The Halloween decorations are on display and pumpkin everything is on the menu, but you’re not quite ready for fall. Though it seems hard to ignore, you can easily conquer the seasonal shift. All you need is a taste of sweet potato bread. Instead of the overrated pumpkin, this recipe calls for warmer fall favorites, like mashed sweet potato, honey, cloves and cinnamon. But, true to transition, the light-and-fluffy loaf gets topped off with toasted coconut – a sweet tribute to those fading summer days.
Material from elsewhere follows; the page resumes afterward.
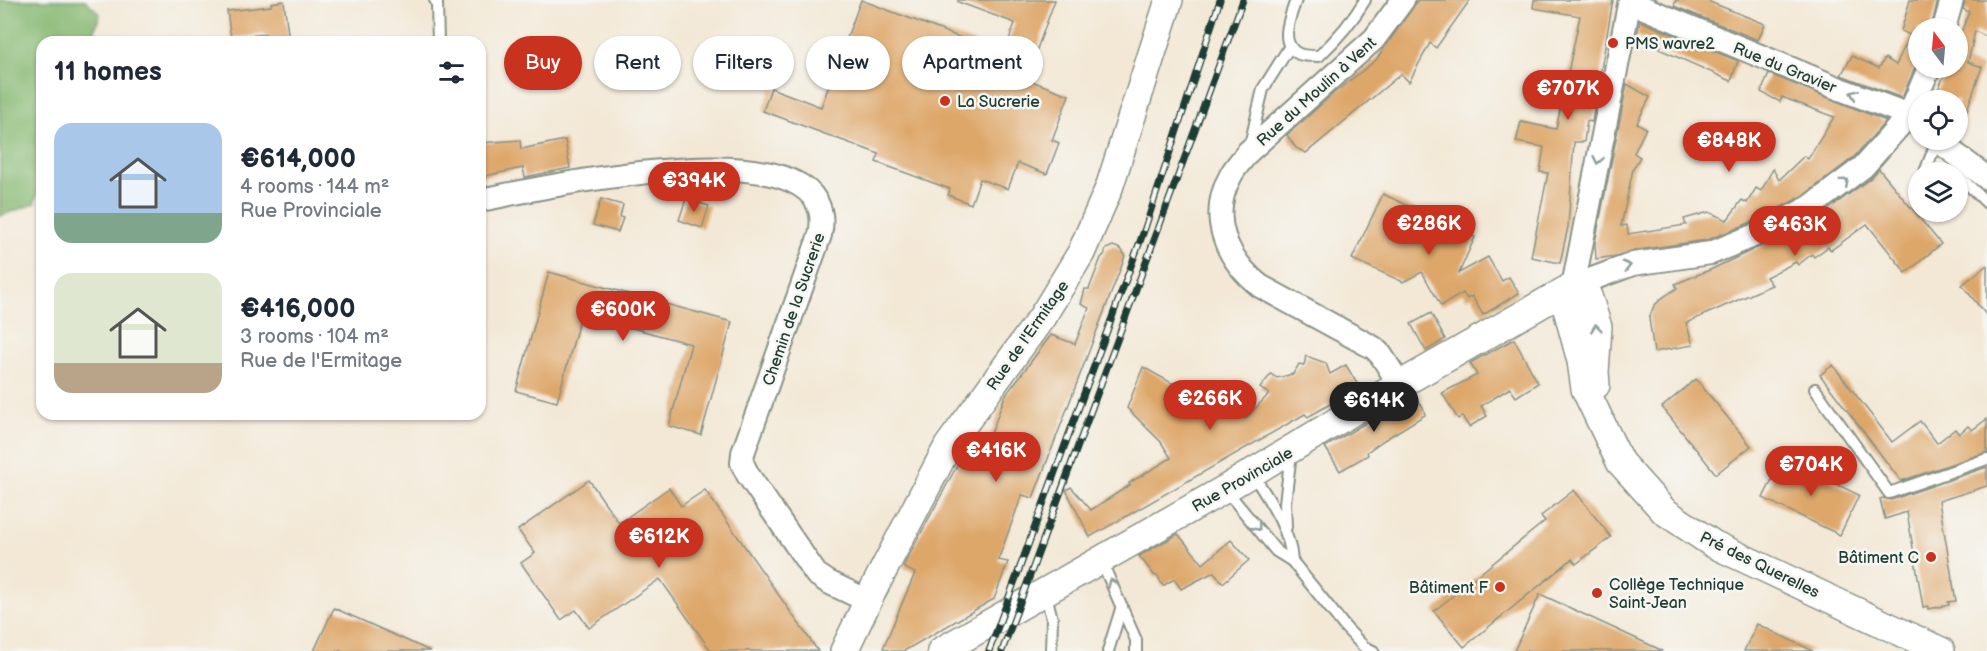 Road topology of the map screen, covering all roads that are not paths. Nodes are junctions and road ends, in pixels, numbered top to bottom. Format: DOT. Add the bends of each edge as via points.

Enjoy a slice for breakfast with a cup of iced coffee…or, when you’re ready, a steaming pumpkin spice latte.
2 cups almond flour
1 cup mashed sweet potato
1/3 cup honey
3 Tbsp. coconut oil
1 tsp. cloves
1 tsp. cinnamon
3/4 cup almond milk
1 cup unsweetened shredded coconut
- Preheat oven to 350 degrees F and coat a loaf pan with non-stick cooking spray or coconut oil.
- In a large bowl, combine all ingredients, except shredded coconut. Stir until smooth and well combined.
- Pour batter into prepared loaf pan and top with shredded coconut.
- Bake 60-80 minutes, or until coconut is golden and a toothpick inserted in the center comes out clean.